Anticimex compra la división de control de plagas de Dokesim

Capital sueco toma la empresa que limpió el ébola en España

Josep Valls, director general de Anticimex España.
Josep Valls, director general de Anticimex España.

La compañía española que garantizó la salubridad en la vivienda de la auxiliar de enfermería Teresa Romero, contagiada por ébola en España en 2014, y en el centro de estética al que acudió ha sido adquirida por la sueca Anticimex. Esta multinacional ha decidido impulsar su negocio en nuestro país con la compra de la división de control de plagas de Dokesim, subcontratada por Tragsa para realizar la citada operación que tuvo pendiente a todo el país. Con esta adquisición, Anticimex España alcanzará los 20 millones de facturación en 2015 y amplía su plantilla hasta los 340 empleados.

Josep Valls, director general de la esta compañía, explica a CincoDías que la operación se enmarca dentro del objetivo de la multinacional de fortalecer su presencia en todo el país a través de una estrategia que combina la adquisición e integración de nuevas compañías con el crecimiento orgánico. “Esta inversión nos permitirá mejorar nuestra posición de liderazgo en el mercado y reforzará nuestra ya amplia cobertura en todo el territorio, especialmente en Madrid”.

Anticimex nació en Estocolmo en 1934 y hoy está presente en 14 países, con una plantilla de 4.000 empleados. Durante el último año, la firma, que ofrece sus servicios de control de plagas e higiene ambiental a más de 2,2 millones de clientes y ocupa la quinta posición del ranking internacional de empresas de este sector, facturó 389 millones. La compañía opera en España desde hace dos años y el pasado facturó 18,5 millones. Entre sus clientes están los Ayuntamientos de San Fernando de Henares y Las Rozas (Madrid) y el de Sant Cugat del Vallès (Barcelona).

Por su parte, Dokesim, con sede en Madrid, tiene más de 30 años de actividad y está especializada en limpieza, mantenimiento integral y control de plagas. Su servicio de control de plagas cuenta con una plantilla de 25 empleados y facturó alrededor de 2 millones de euros en 2014. La división adquirida tiene una fuerte presencia en el sector sanitario y cuenta en Madrid con importantes referencias del ámbito hospitalario como el Hospital Infantil Universitario Niño Jesús, el Gregorio Marañón y La Paz. Entre sus clientes también destacan Administraciones públicas, empresas locales, multinacionales y particulares.

El sector de control de plagas e higiene ambiental mueve en España unos 200 millones anuales, según la Asociación Nacional de Empresas de Control de Plagas (Anecpla), y las dos mayores empresas son la inglesa Rentokil y Anticimex, según Valls, que recuerda que hay actividades (hospitales, colegios, sector alimentario, restauración...) a las que por ley se les exige efectuar este tipo de controles. “Con la crisis”, dice, “ha bajado la prevención y actuamos más para cubrir incidencias, algo que puede ser peor para el cliente desde el punto de vista del coste global”.
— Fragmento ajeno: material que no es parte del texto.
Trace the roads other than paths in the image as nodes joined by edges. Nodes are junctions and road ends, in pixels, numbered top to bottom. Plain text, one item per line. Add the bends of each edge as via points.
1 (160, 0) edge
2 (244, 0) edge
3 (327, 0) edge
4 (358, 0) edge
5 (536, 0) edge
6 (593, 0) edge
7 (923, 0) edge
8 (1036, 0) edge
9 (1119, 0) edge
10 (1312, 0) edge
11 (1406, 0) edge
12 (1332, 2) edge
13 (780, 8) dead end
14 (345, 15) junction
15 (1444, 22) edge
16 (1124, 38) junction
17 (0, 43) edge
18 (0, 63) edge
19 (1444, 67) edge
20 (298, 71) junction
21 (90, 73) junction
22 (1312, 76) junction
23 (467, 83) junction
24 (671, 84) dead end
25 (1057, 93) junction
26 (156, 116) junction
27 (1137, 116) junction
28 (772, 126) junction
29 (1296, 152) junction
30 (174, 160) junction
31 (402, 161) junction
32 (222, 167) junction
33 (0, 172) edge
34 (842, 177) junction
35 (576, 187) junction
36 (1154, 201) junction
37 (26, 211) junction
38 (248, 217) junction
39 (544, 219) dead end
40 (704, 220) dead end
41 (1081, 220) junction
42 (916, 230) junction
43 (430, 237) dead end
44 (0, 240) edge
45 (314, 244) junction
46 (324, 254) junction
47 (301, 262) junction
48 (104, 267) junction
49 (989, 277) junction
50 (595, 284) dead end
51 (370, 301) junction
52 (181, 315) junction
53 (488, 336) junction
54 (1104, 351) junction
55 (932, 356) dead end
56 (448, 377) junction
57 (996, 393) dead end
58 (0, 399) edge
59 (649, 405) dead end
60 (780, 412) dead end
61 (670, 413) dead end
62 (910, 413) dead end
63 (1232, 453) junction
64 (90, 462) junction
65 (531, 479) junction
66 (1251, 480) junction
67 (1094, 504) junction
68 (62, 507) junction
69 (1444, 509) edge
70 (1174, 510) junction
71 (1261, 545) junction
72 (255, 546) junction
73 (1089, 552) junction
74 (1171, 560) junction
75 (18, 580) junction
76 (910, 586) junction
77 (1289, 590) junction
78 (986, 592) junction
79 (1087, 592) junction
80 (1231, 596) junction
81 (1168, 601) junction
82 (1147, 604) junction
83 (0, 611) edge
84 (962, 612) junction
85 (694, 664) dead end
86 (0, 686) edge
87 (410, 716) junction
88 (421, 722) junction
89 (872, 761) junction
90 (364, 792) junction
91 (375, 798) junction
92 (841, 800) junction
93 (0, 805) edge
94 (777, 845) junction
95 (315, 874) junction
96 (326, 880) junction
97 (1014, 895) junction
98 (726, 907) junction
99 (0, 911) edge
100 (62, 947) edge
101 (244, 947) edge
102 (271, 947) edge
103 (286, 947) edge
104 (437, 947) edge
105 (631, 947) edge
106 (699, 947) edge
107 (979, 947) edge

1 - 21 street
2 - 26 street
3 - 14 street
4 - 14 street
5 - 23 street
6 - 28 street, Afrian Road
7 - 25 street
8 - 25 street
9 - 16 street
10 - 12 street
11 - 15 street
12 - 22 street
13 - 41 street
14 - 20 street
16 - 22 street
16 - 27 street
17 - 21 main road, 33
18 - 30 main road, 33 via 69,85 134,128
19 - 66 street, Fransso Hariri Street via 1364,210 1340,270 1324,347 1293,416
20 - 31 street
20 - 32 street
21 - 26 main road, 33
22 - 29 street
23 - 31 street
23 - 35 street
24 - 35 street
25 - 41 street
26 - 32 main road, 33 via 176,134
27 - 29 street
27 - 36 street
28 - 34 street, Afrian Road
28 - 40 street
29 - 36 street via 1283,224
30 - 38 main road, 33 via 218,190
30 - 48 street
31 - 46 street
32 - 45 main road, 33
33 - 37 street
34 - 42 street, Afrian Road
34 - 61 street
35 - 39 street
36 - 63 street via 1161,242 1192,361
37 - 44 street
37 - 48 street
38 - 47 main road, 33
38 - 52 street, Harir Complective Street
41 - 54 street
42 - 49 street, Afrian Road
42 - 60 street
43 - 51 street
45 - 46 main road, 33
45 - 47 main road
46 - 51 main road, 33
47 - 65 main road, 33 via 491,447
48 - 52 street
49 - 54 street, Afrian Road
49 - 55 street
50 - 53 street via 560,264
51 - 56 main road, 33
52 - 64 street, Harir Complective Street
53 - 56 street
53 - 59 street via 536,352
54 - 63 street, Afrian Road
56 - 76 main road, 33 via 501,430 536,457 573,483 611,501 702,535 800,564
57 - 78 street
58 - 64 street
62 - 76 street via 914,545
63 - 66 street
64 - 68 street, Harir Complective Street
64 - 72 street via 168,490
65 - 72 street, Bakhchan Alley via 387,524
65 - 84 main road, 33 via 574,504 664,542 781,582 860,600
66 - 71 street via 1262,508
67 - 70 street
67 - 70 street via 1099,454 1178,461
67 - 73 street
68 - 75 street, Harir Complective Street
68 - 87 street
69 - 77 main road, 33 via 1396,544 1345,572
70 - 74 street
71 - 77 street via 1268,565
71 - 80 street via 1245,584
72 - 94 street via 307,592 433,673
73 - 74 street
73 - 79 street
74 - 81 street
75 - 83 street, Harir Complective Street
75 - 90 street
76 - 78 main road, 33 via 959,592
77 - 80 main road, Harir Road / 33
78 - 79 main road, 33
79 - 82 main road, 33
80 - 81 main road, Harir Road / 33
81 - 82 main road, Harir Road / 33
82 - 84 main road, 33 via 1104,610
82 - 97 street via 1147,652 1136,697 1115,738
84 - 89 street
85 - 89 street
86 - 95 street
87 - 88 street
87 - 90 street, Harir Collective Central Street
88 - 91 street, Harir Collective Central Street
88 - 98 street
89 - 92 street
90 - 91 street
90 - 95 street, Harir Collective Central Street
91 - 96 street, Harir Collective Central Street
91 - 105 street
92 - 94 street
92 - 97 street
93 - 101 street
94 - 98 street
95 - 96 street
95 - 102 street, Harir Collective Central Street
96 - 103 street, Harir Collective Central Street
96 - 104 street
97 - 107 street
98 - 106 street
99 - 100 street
Beneficiados por la exportación

El director general de Anticimex España asegura que empieza a notar cierto repunte en la actividad en el país, según se va poniendo fin a la crisis. Y ve una tendencia positiva:“La internacionalización de empresas españolas nos está beneficiando porque hay compañías, por ejemplo de embutidos, que tienen que cumplir normativas para poder exportar a EEUU y Europa”.

El directivo cuenta también otra apuesta de su compañía, que ha decidido valerse de las nuevas tecnologías para impulsar su negocio. La empresa ha lanzado la solución Anticimex Smart, una serie de avanzados sistemas digitales a tiempo real, que incluyen trampas con sensores y cámaras y que se comunican con un centro de la compañía. “De esta manera, logramos una monitorización permanente y actuamos con más información. Además estas nuevas trampas antirroedores son respetuosas con el medioambiente, porque no usan ningún rodenticida ni cebo. Y reducen los controles físicos”.